第26話

「えっ? そってソースのそじゃないの? これお好み焼きだし」


「確かに一見ソースなんだけど、ピーナッツ味噌を砕いたもの使ってるね。あ、マヨネーズ」


「さすがお兄ちゃん! まあ、ソースでも味噌でも、おいしければなんでもいいか!」


「これはせの“醤油”。でも大豆で作った日本の醤油じゃなくて、魚から作ったナンプラーだね」


「お醤油のハンバーグかあ!」


「ご飯の上にハンバーグが乗ってる場合は、ロコモコと言ったほうが正しいかも」


「これは“砂糖”かな?」


 生のパイナップルやマンゴーやパパイヤなどの南国の果物がたくさん入った、フルーツ白玉のようなものを食べて言った。

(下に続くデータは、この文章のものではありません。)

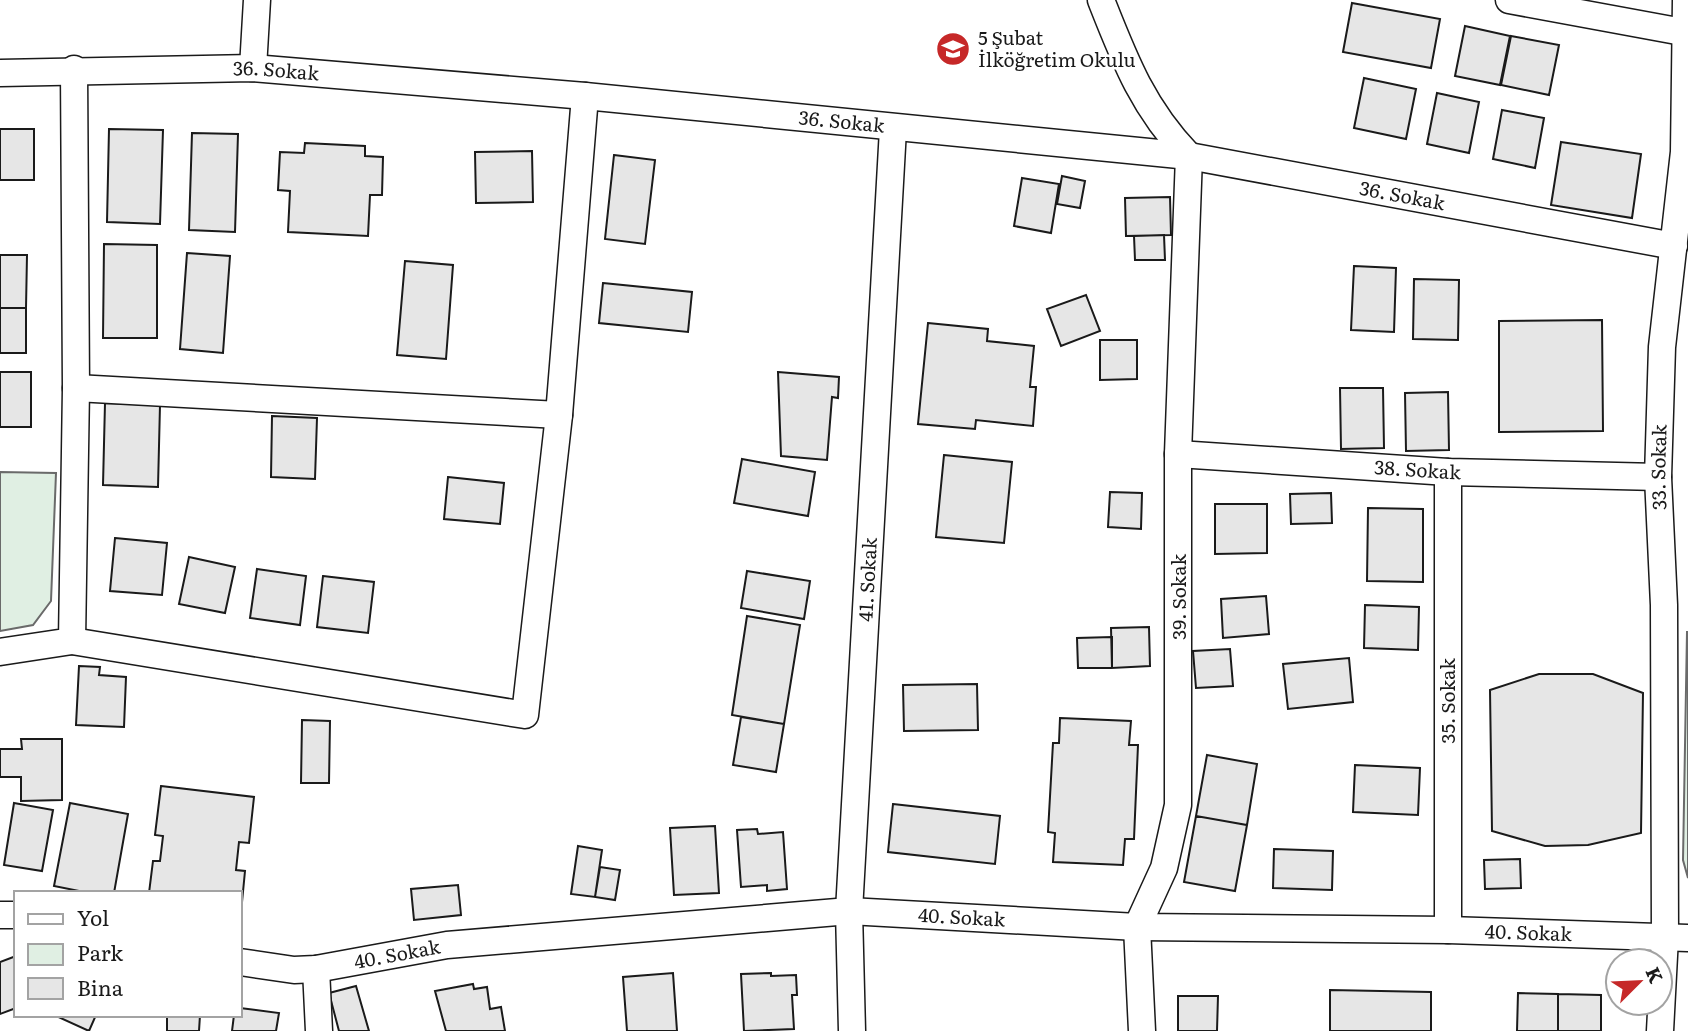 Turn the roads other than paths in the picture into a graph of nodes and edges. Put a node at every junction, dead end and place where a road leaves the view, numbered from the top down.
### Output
1 (257, 0) edge
2 (1101, 0) edge
3 (1509, 0) edge
4 (1686, 0) edge
5 (1686, 32) edge
6 (253, 68) junction
7 (74, 69) junction
8 (0, 73) edge
9 (585, 96) junction
10 (893, 129) junction
11 (1189, 156) junction
12 (1674, 246) junction
13 (76, 388) junction
14 (559, 415) junction
15 (1178, 454) junction
16 (1448, 472) junction
17 (1658, 477) junction
18 (1676, 605) edge
19 (72, 641) junction
20 (0, 652) edge
21 (849, 911) junction
22 (1137, 927) junction
23 (1448, 930) junction
24 (1676, 937) edge
25 (242, 962) edge
26 (316, 969) junction
27 (319, 1031) edge
28 (852, 1031) edge
29 (1142, 1031) edge
30 (1660, 1031) edge

1 - 6 street
2 - 11 street
3 - 5 street
4 - 5 street, 33. Sokak
5 - 12 street, 33. Sokak
6 - 7 street, 36. Sokak
6 - 9 street, 36. Sokak
7 - 8 street, 36. Sokak
7 - 13 street
9 - 10 street, 36. Sokak
9 - 14 street
10 - 11 street, 36. Sokak
10 - 21 street, 41. Sokak
11 - 12 street, 36. Sokak
11 - 15 street, 39. Sokak
12 - 17 street, 33. Sokak
13 - 14 street
13 - 19 street
14 - 19 street
15 - 16 street, 38. Sokak
15 - 22 street, 39. Sokak
16 - 17 street, 38. Sokak
16 - 23 street, 35. Sokak
17 - 18 street, 33. Sokak
18 - 24 street, 33. Sokak
19 - 20 street
21 - 22 street, 40. Sokak
21 - 26 street, 40. Sokak
21 - 28 street, 41. Sokak
22 - 23 street, 40. Sokak
22 - 29 street, 39. Sokak
23 - 24 street, 40. Sokak
24 - 30 street, 33. Sokak
25 - 26 street, 40. Sokak
26 - 27 street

 暑い夏の日に、母がよく作ってくれたフルーツ白玉を思い出した。


 母は味に関しては結構冒険する人で、「サイダーの代わりにいいラムネが手に入ったから」と、ラムネで作ることもあった。このフルーツ白玉もほんのりラムネの味がした。


「そういえば、この子の名前はなんていうの?」


 自分と同じくらいの大きさのスイカを両手で持ち、口いっぱいに頬張りながら、もぐもぐと口を動かしている猫猿を見ながら言った。

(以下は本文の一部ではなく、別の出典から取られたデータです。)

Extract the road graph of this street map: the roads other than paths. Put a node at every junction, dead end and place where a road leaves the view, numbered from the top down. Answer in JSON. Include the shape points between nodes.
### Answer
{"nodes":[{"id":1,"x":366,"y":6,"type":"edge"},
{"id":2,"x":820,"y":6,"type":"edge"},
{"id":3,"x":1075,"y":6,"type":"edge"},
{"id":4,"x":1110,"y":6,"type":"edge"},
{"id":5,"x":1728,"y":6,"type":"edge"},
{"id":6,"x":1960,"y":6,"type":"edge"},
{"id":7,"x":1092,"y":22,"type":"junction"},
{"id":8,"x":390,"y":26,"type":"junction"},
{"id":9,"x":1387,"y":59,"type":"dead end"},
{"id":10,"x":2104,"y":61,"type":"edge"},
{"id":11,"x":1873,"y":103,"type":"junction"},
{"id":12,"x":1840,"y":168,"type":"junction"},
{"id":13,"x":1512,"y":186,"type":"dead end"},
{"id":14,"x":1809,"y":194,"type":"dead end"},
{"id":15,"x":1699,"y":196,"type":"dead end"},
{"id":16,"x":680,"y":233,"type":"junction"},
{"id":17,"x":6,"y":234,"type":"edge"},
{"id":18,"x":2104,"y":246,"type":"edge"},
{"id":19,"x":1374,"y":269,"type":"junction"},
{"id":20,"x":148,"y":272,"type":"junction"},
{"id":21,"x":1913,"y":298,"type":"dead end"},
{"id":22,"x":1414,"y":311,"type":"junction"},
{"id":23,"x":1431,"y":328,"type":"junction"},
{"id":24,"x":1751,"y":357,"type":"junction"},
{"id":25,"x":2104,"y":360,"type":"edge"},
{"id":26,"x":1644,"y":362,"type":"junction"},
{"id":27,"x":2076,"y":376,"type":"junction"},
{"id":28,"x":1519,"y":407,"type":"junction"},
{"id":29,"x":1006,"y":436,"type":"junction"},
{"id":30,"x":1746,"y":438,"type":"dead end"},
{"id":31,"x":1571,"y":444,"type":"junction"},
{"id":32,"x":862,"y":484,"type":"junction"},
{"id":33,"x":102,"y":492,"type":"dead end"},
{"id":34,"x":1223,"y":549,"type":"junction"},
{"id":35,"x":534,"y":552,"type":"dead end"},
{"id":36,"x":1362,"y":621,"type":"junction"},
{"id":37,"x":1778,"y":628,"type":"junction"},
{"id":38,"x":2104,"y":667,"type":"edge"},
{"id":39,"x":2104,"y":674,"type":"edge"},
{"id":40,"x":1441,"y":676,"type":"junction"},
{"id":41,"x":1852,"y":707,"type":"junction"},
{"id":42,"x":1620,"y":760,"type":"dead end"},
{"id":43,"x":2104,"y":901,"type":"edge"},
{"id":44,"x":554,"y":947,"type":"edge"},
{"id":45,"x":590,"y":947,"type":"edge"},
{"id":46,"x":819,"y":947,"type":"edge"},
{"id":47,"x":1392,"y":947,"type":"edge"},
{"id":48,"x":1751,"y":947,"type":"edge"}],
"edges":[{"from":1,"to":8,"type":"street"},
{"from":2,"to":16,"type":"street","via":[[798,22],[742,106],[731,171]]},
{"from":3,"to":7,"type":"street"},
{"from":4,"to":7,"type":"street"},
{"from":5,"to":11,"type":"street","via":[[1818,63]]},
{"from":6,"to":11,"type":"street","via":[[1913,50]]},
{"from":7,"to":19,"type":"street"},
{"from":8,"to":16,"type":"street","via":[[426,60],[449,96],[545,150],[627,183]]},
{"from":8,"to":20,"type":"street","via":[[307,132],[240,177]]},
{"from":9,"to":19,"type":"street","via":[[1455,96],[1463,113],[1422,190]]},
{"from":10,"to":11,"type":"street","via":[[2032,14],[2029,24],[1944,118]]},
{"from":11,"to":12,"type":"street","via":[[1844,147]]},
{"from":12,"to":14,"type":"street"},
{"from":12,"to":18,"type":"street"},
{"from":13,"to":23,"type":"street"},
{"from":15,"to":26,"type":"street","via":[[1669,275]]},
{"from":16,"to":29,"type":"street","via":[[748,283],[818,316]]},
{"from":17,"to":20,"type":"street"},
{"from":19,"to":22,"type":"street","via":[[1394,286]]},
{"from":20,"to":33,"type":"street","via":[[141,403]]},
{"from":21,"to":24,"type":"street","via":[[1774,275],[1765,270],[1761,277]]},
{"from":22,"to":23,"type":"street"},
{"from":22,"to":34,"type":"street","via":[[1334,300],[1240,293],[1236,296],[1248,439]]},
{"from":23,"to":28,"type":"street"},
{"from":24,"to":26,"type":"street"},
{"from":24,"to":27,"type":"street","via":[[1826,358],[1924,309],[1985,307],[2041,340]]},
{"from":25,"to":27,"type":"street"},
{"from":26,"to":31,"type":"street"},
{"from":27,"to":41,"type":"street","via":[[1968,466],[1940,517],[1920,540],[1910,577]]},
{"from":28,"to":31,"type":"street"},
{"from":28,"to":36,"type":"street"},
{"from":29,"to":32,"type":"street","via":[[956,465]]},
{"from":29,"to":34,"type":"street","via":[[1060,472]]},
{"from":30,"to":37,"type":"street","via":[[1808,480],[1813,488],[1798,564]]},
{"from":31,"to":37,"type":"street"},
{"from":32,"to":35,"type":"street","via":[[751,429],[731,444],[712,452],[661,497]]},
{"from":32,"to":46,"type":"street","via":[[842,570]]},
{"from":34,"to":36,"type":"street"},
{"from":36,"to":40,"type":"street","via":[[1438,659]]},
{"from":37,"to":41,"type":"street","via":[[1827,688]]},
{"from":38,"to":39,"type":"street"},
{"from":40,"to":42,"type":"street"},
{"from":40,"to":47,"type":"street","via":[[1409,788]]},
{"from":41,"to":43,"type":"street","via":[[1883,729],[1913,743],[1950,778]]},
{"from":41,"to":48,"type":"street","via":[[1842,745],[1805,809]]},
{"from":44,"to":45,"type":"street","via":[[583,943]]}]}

「ビートだよ。音楽が鳴るとノリノリで踊っちゃうから。セイラさんが回している時とか、すごいんだよ。野生の血が騒ぐんだと思う」


 葵鈴が飲んでいたジュースを置いたかと思うと、突然ドラムのような口真似をした。


 ヒューマンビートボックスというやつだろうか。するとビートはかじりかけのスイカを持ちながら、短い手足を器用に動かし踊り、最後はくるっと一回転して特撮ヒーローばりにポーズを決めた。

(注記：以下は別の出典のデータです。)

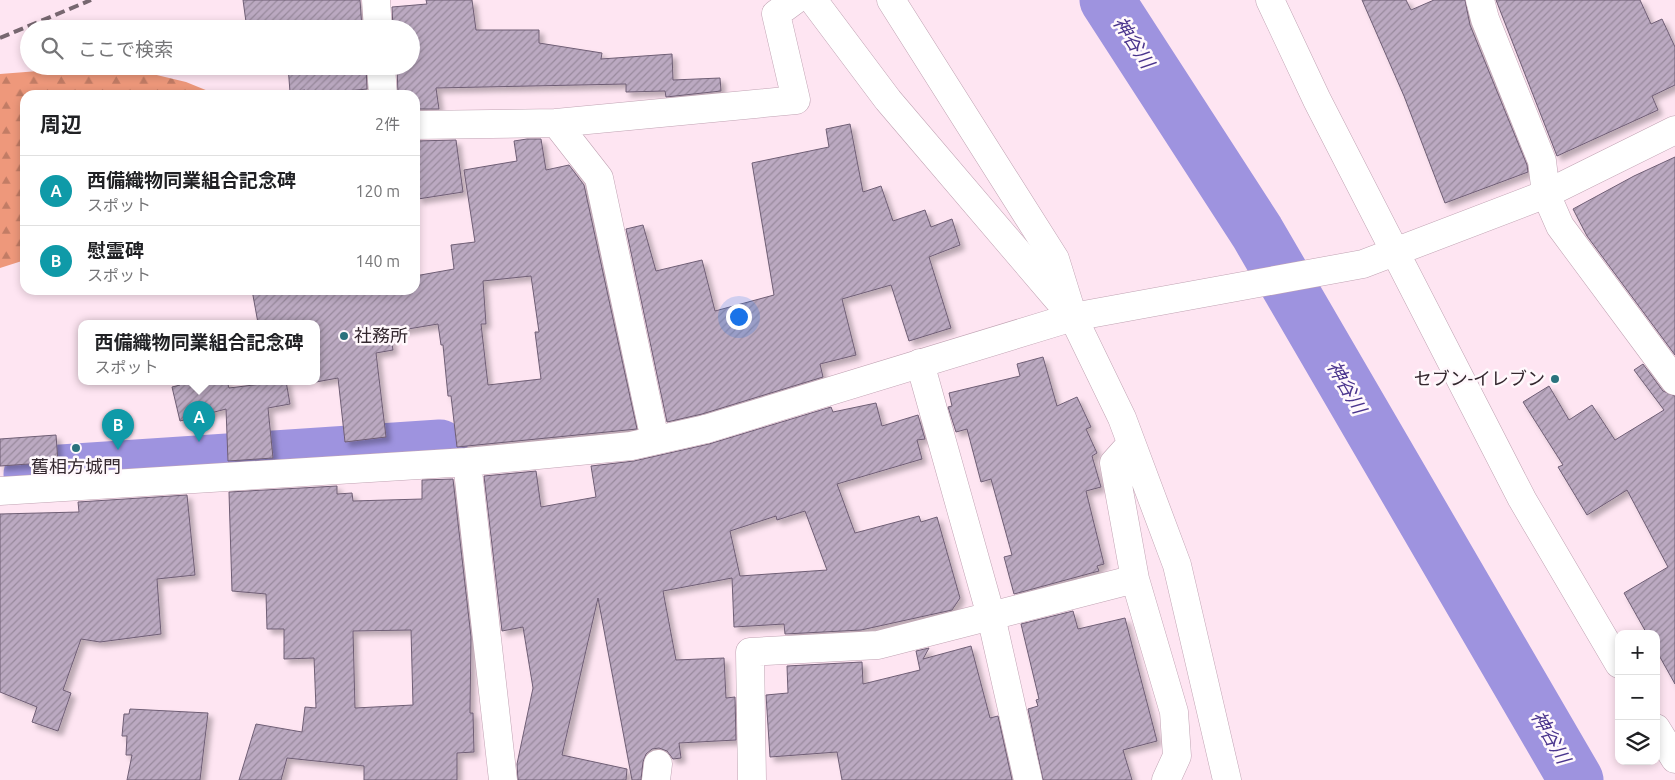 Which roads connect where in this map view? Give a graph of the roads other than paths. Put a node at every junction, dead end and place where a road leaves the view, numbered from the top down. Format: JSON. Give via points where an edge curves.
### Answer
{"nodes":[{"id":1,"x":376,"y":0,"type":"edge"},
{"id":2,"x":795,"y":0,"type":"edge"},
{"id":3,"x":813,"y":0,"type":"edge"},
{"id":4,"x":890,"y":0,"type":"edge"},
{"id":5,"x":1270,"y":0,"type":"edge"},
{"id":6,"x":1480,"y":0,"type":"edge"},
{"id":7,"x":377,"y":20,"type":"edge"},
{"id":8,"x":382,"y":75,"type":"edge"},
{"id":9,"x":383,"y":90,"type":"edge"},
{"id":10,"x":556,"y":123,"type":"junction"},
{"id":11,"x":420,"y":125,"type":"edge"},
{"id":12,"x":1675,"y":130,"type":"edge"},
{"id":13,"x":1546,"y":194,"type":"junction"},
{"id":14,"x":1396,"y":252,"type":"junction"},
{"id":15,"x":1073,"y":317,"type":"junction"},
{"id":16,"x":920,"y":363,"type":"junction"},
{"id":17,"x":1675,"y":381,"type":"edge"},
{"id":18,"x":656,"y":440,"type":"junction"},
{"id":19,"x":1131,"y":444,"type":"junction"},
{"id":20,"x":467,"y":462,"type":"junction"},
{"id":21,"x":0,"y":491,"type":"edge"},
{"id":22,"x":1136,"y":579,"type":"junction"},
{"id":23,"x":991,"y":616,"type":"junction"},
{"id":24,"x":1615,"y":657,"type":"edge"},
{"id":25,"x":1660,"y":735,"type":"edge"},
{"id":26,"x":1675,"y":759,"type":"edge"},
{"id":27,"x":503,"y":780,"type":"edge"},
{"id":28,"x":752,"y":780,"type":"edge"},
{"id":29,"x":1028,"y":780,"type":"edge"},
{"id":30,"x":1166,"y":780,"type":"edge"},
{"id":31,"x":1227,"y":780,"type":"edge"}],
"edges":[{"from":1,"to":7,"type":"street"},
{"from":2,"to":10,"type":"street","via":[[776,14],[796,100]]},
{"from":3,"to":15,"type":"street","via":[[888,100]]},
{"from":4,"to":15,"type":"street","via":[[1055,259]]},
{"from":5,"to":14,"type":"street","via":[[1316,100]]},
{"from":6,"to":13,"type":"street","via":[[1542,161]]},
{"from":8,"to":9,"type":"street"},
{"from":10,"to":11,"type":"street"},
{"from":10,"to":18,"type":"street","via":[[599,178]]},
{"from":12,"to":13,"type":"street"},
{"from":13,"to":14,"type":"street"},
{"from":13,"to":17,"type":"street","via":[[1560,226]]},
{"from":14,"to":15,"type":"street","via":[[1362,264]]},
{"from":14,"to":24,"type":"street","via":[[1522,499]]},
{"from":15,"to":16,"type":"street"},
{"from":15,"to":19,"type":"street","via":[[1122,418]]},
{"from":16,"to":18,"type":"street","via":[[706,429]]},
{"from":16,"to":23,"type":"street"},
{"from":18,"to":20,"type":"street","via":[[631,446]]},
{"from":19,"to":22,"type":"street","via":[[1114,463]]},
{"from":19,"to":31,"type":"street","via":[[1177,565]]},
{"from":20,"to":21,"type":"street"},
{"from":20,"to":27,"type":"street"},
{"from":22,"to":23,"type":"street"},
{"from":22,"to":30,"type":"street","via":[[1174,712],[1177,756]]},
{"from":23,"to":28,"type":"street","via":[[878,645],[750,652]]},
{"from":23,"to":29,"type":"street"},
{"from":25,"to":26,"type":"street"}]}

 そして何食わぬ顔でまたスイカを食べ始めた。ちっこいくせになかなかやるな……。


「サ、サルでも音楽がわかるんだね」


「今日は全体的にアジアンテイストだったなあ。和食のときもあるんだけど」


 葵鈴がお腹を叩きながら言った。


 僕もお腹がいっぱいになって、ゆったりとした気持ちになった。


 足元を温かい波が撫でていく。 なんだかまた眠くなってきた。